Nel 1944, tra le altre cose si era deciso che la valuta della nuova superpotenza mondiale, il dollaro degli Stati Uniti, sarebbe stata l’àncora dei sistemi a libero mercato. La valuta verde era ancorata all’oro a un cambio di 35 dollari l’oncia e i Paesi esteri che possedevano dollari, e avevano un cambio fisso con il biglietto verde, potevano in ogni momento chiedere di convertirli in oro a quel prezzo. Un sistema rigido ma che proiettava una stabilità internazionale garantita dalla potenza economica americana. Di fatto, si trattava di un gold standard, cioè del vecchio sistema di ancoraggio delle valute all’oro, intermediato dal dollaro. Era una situazione che di fatto imponeva prudenza alla Federal Reserve (Fed, la banca centrale Usa) perché se la valuta avesse perso valore a causa dell’inflazione ci sarebbe stata una corsa all’oro detenuto nei forzieri di Fort Knox.

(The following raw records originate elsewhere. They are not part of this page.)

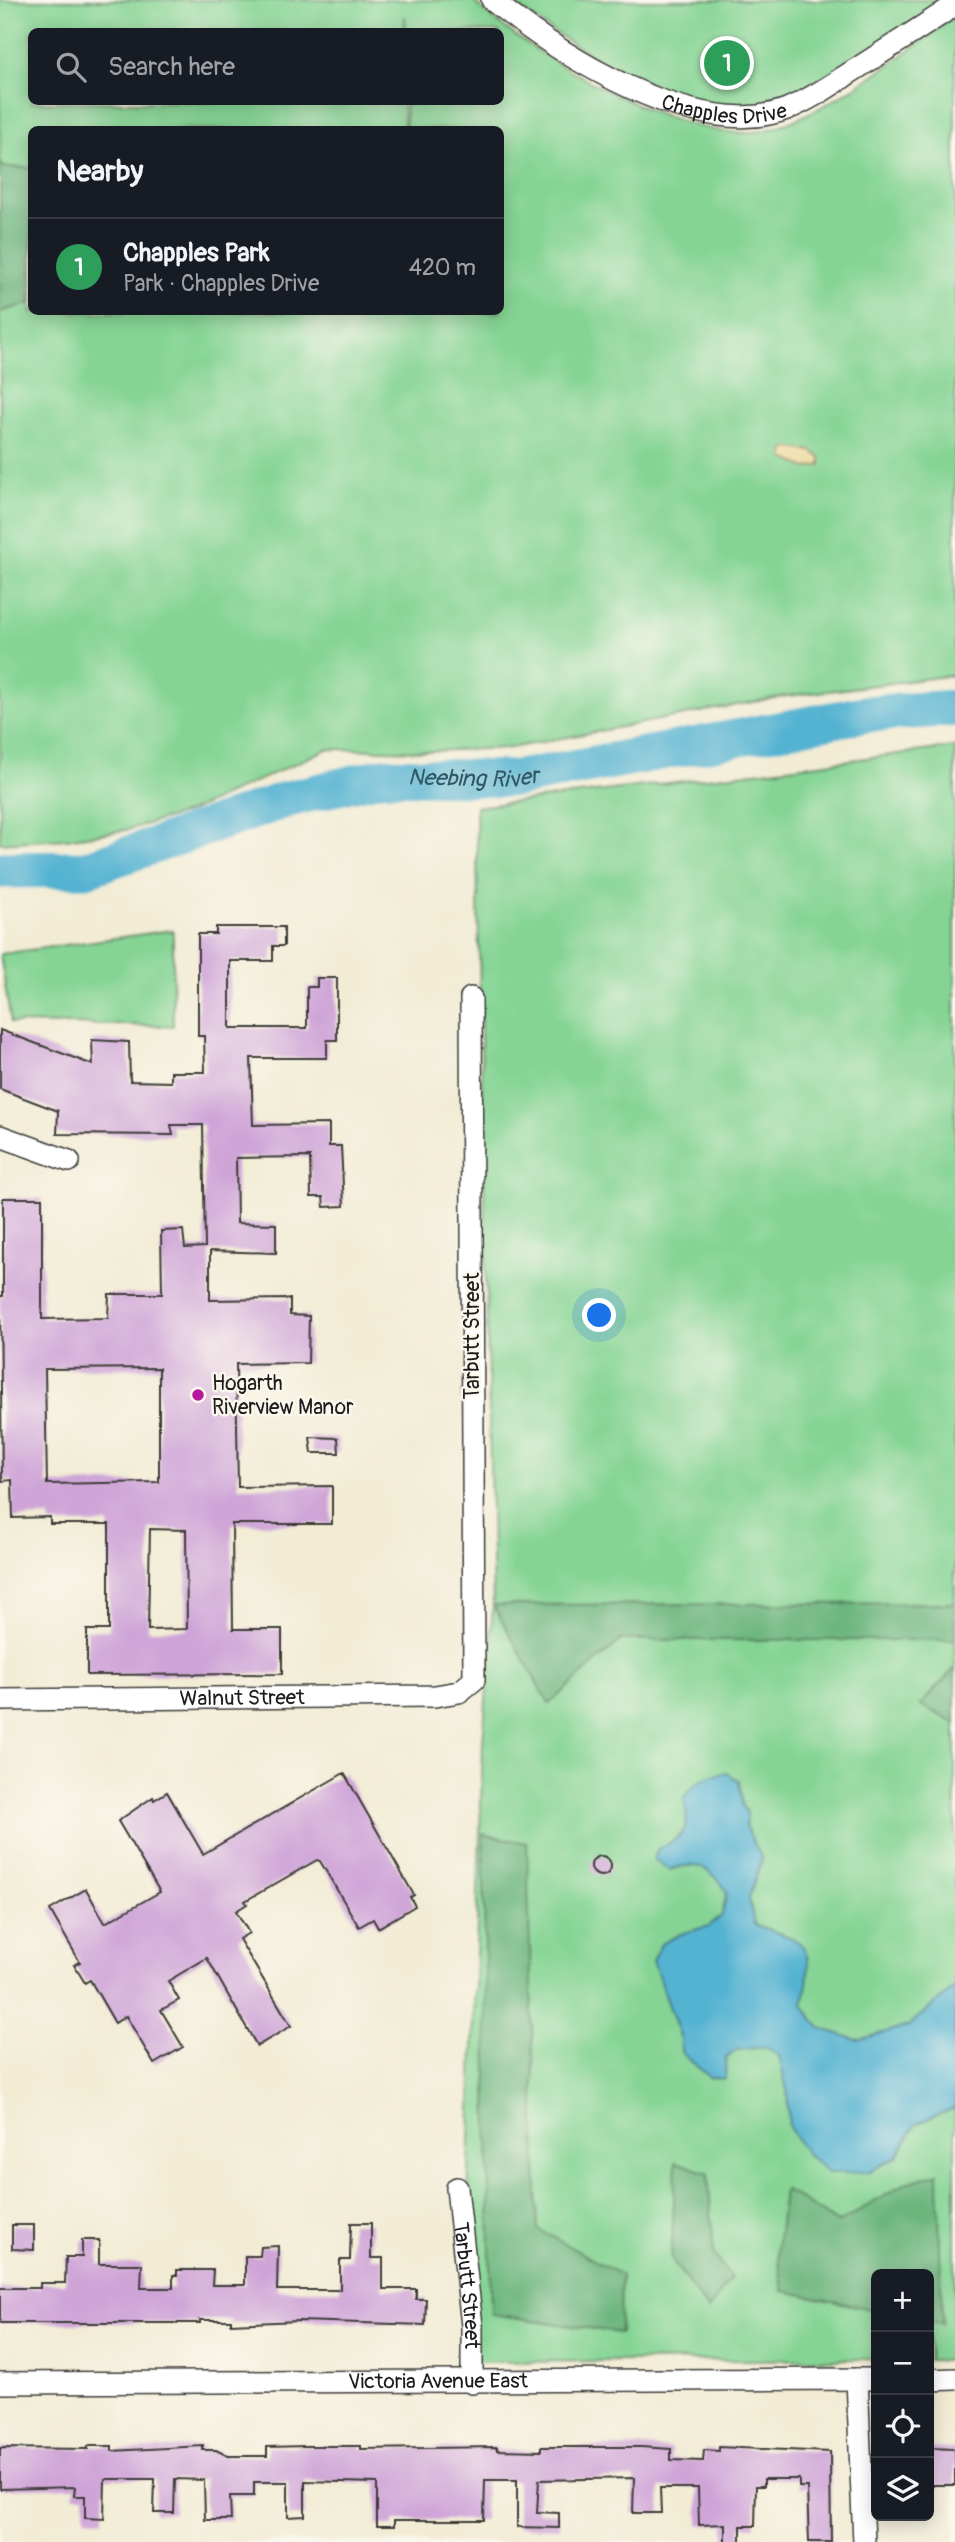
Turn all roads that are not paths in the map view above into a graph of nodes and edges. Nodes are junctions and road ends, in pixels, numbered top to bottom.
1 (492, 0) edge
2 (955, 5) edge
3 (471, 998) dead end
4 (0, 1136) edge
5 (69, 1161) dead end
6 (474, 1674) joint
7 (0, 1700) edge
8 (457, 2188) dead end
9 (867, 2379) edge
10 (934, 2379) edge
11 (955, 2379) edge
12 (0, 2383) edge
13 (472, 2383) junction
14 (864, 2542) edge

1 - 2 street, Chapples Drive
3 - 6 street, Tarbutt Street
4 - 5 street
6 - 7 street, Walnut Street
8 - 13 street, Tarbutt Street
9 - 13 street, Victoria Avenue East
9 - 14 street
10 - 11 street
12 - 13 street, Victoria Avenue East

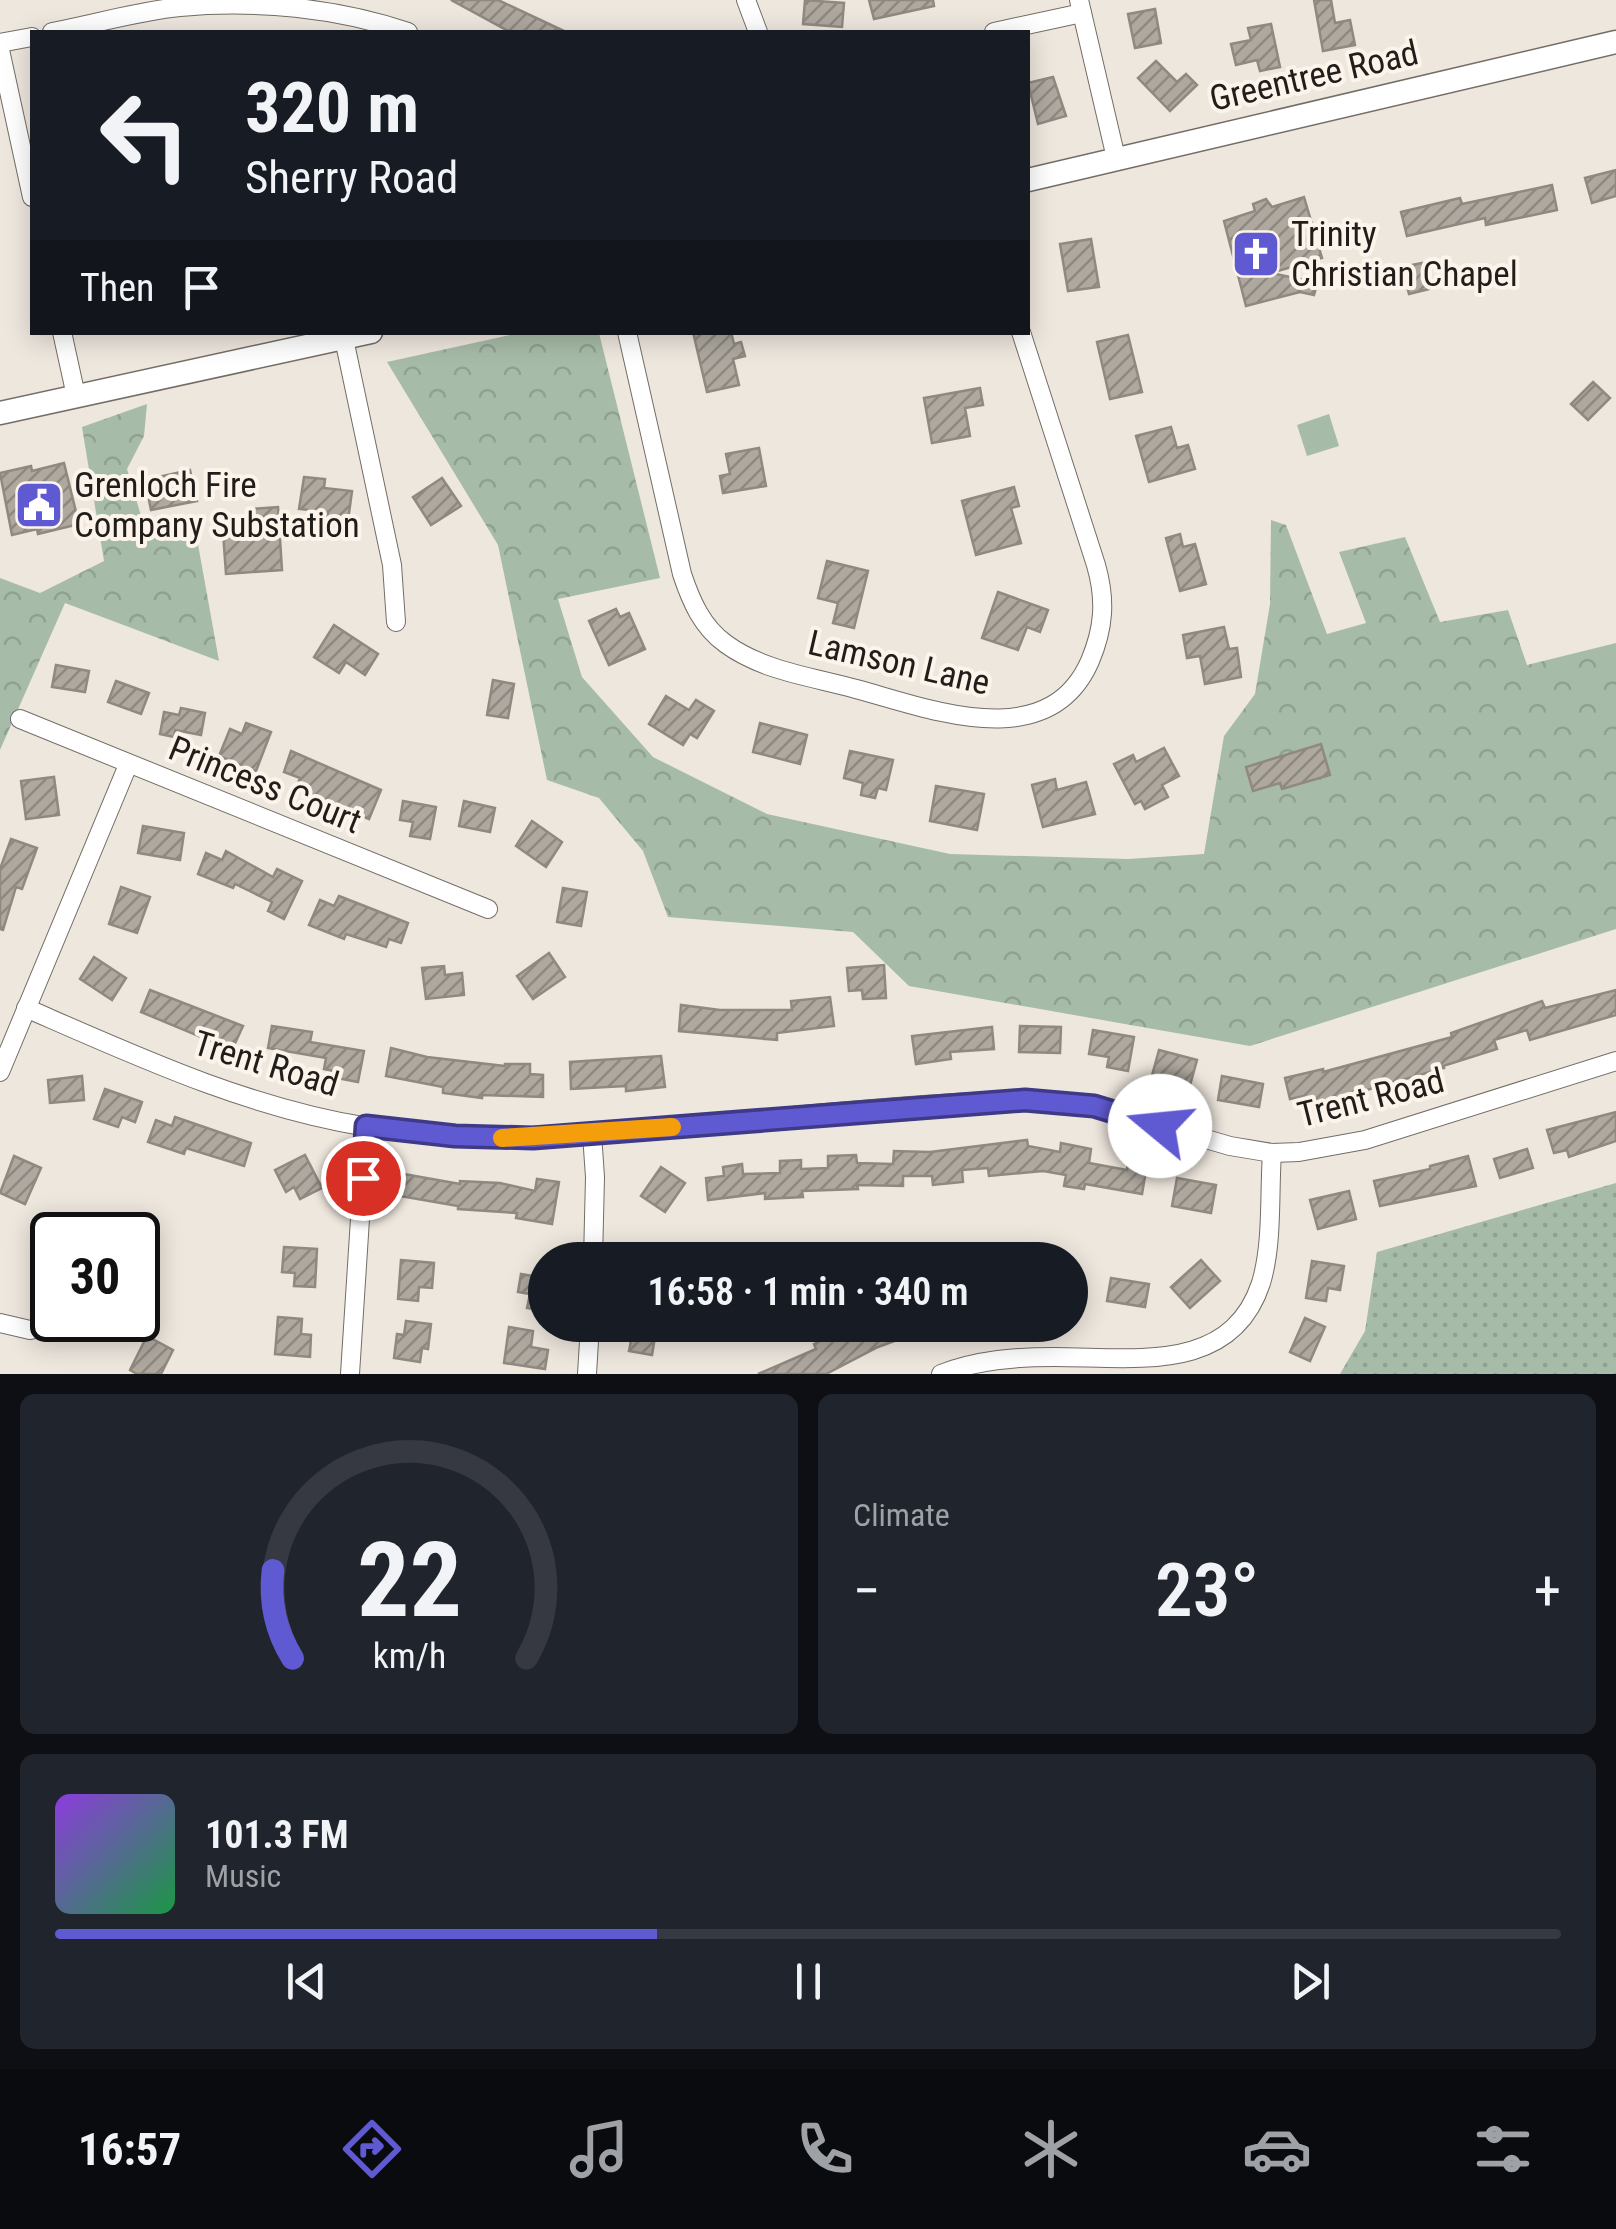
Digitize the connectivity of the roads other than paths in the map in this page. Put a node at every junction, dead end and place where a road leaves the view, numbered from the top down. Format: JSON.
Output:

In effetti, negli Anni Sessanta il dollaro divenne via via sopravvalutato rispetto ai cambi fissi con le altre valute del sistema, a causa delle spese per la guerra in Vietnam, di una bilancia dei pagamenti negativa, di un debito pubblico in crescita. All’inizio dei Settanta l’inflazione americana era cresciuta e nel 1971 sfiorava il 6%. Ciò creava disagi a livello internazionale. Dubbi sulla sostenibilità ma anche critiche per quello che i francesi chiamavano “l’esorbitante privilegio dell’America”: cioè a Washington stampare una banconota da cento euro costava pochi cent ma per averne una dello stesso valore gli altri Paesi dovevano pagare l’equivalente di cento dollari. Già nel 1965 il presidente francese Charles De Gaulle aveva annunciato l’intenzione di cambiare in oro le riserve in dollari detenute a Parigi. Negli anni successivi, le tensioni crebbero, alcuni Paesi chiesero oro a Washington e il marco tedesco abbandonò i cambi di Bretton Woods perché ormai troppo forte. Sotto pressione, quel 15 agosto 1971 Nixon decise di uccidere il sistema di Bretton Woods dei cambi fissi decidendo di sospendere la convertibilità del dollaro in oro.
A dire il vero, l’intenzione dichiarata del presidente era di sospenderlo solo per un periodo, in modo da riallineare i valori. In realtà, la decisione si rivelò permanente. Da allora, non è più il riferimento all’oro ciò che dà credibilità a una valuta ma la garanzia delle banche centrali che non le faranno perdere valore. Nel semi-gold standard di Bretton Woods, una banca centrale doveva agire per mantenere la sua valuta al prezzo stabilito dall’àncora dollaro-oro, dopo tutto si è trasferito sulla credibilità: della banca centrale e della valuta in questione. Il sistema di fluttuazione valutaria, assieme ad altre innovazioni e modifiche successive, ha aperto la strada nei decenni successivi al boom della finanza.
Era meglio il gold standard esistente negli Anni Cinquanta e Sessanta, che furono di grande crescita nei Paesi di libero mercato? John Maynard Keynes lo riteneva un “residuo incivile”. E la maggior parte degli economisti lo respinge oggi. Bisogna però dire che negli Stati Uniti l’inflazione media annua fu dello 0,2% dal 1790 al 1913 quando fu fondata la Fed; del 2,7% dal 1914 al 1971, quando la banca centrale ha gestito per parecchi anni il gold standard compreso quello di Bretton Woods; del 4% tra il 1972 e il 2019. Ciò nonostante, il ritorno al vecchio sistema sembra impossibile: non c’è il consenso e 50 anni di fluttuazioni non solo delle valute e di grande finanza lo rendono probabilmente improponibile. Da quel giorno in cui Nixon interruppe «Bonanza», arriva però un’altra lezione: mai distrarsi in pieno agosto.